The problem: Reproduce every line in the material below that holds "Hermeslaan".
__________________________________________________
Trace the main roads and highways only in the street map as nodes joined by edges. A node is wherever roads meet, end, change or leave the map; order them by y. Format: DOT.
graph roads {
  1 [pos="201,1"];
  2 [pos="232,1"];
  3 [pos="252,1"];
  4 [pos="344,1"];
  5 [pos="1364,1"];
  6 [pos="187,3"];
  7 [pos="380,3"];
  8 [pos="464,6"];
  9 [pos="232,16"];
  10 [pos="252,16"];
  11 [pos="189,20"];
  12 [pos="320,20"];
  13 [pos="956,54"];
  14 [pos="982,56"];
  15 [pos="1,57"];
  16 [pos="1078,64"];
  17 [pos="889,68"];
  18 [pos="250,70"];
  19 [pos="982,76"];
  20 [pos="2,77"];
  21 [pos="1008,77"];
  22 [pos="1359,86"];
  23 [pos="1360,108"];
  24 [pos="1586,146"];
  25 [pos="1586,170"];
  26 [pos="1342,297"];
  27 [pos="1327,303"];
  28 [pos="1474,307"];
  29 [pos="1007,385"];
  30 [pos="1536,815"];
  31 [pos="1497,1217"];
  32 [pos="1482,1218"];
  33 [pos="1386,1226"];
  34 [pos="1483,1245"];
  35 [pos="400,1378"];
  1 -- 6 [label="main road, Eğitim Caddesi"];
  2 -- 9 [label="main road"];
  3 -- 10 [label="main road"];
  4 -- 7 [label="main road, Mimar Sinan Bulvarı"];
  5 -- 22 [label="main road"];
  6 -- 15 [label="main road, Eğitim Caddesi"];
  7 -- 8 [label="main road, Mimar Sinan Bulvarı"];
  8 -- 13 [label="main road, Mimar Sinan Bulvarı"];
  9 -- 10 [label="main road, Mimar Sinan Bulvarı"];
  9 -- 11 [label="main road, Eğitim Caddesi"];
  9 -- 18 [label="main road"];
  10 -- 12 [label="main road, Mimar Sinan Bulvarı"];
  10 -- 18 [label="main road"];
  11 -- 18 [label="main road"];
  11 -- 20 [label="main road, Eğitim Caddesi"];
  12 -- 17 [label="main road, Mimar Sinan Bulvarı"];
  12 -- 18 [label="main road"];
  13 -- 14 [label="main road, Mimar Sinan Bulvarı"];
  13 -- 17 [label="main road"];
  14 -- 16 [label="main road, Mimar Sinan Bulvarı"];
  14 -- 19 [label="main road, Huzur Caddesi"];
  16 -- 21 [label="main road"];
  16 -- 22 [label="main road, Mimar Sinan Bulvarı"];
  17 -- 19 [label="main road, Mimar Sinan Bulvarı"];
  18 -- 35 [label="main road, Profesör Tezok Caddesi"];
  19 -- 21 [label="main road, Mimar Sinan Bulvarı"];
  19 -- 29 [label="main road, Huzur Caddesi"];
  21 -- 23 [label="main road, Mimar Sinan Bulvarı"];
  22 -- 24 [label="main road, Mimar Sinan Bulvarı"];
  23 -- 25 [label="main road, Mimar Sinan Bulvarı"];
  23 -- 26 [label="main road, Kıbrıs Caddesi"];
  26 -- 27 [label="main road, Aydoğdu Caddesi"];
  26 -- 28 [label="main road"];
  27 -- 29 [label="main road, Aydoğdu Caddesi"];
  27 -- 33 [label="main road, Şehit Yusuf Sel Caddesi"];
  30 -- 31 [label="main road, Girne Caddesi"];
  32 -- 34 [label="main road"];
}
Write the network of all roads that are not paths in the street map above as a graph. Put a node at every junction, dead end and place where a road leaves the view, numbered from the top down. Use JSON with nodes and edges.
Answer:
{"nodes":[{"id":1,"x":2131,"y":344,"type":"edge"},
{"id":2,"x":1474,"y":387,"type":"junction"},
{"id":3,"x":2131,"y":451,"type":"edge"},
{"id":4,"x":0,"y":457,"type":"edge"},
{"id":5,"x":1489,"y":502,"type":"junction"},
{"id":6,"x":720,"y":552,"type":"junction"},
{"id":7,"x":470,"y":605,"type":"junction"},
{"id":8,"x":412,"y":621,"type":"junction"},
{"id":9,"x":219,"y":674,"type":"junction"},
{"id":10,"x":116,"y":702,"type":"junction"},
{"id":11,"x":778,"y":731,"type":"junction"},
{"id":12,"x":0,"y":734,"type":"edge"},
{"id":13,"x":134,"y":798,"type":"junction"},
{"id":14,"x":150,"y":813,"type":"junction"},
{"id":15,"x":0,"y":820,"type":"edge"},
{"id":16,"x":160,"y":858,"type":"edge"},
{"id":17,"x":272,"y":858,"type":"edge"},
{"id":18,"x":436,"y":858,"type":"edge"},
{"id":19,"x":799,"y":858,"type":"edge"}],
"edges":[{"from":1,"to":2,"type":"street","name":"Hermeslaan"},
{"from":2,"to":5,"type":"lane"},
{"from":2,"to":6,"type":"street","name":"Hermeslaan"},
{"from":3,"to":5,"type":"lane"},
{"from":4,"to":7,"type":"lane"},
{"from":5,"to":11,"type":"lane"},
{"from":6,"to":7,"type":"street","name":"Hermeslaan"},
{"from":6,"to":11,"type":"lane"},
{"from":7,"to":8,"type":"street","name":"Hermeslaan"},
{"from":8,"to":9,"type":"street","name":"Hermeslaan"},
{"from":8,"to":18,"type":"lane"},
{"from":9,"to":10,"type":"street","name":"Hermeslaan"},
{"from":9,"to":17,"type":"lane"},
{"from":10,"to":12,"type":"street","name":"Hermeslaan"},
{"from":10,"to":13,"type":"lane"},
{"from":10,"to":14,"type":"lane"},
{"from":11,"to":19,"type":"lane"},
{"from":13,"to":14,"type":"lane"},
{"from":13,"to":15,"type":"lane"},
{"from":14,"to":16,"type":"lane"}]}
__________________________________________________
Answer to the exercise:
"edges":[{"from":1,"to":2,"type":"street","name":"Hermeslaan"},
{"from":2,"to":6,"type":"street","name":"Hermeslaan"},
{"from":6,"to":7,"type":"street","name":"Hermeslaan"},
{"from":7,"to":8,"type":"street","name":"Hermeslaan"},
{"from":8,"to":9,"type":"street","name":"Hermeslaan"},
{"from":9,"to":10,"type":"street","name":"Hermeslaan"},
{"from":10,"to":12,"type":"street","name":"Hermeslaan"},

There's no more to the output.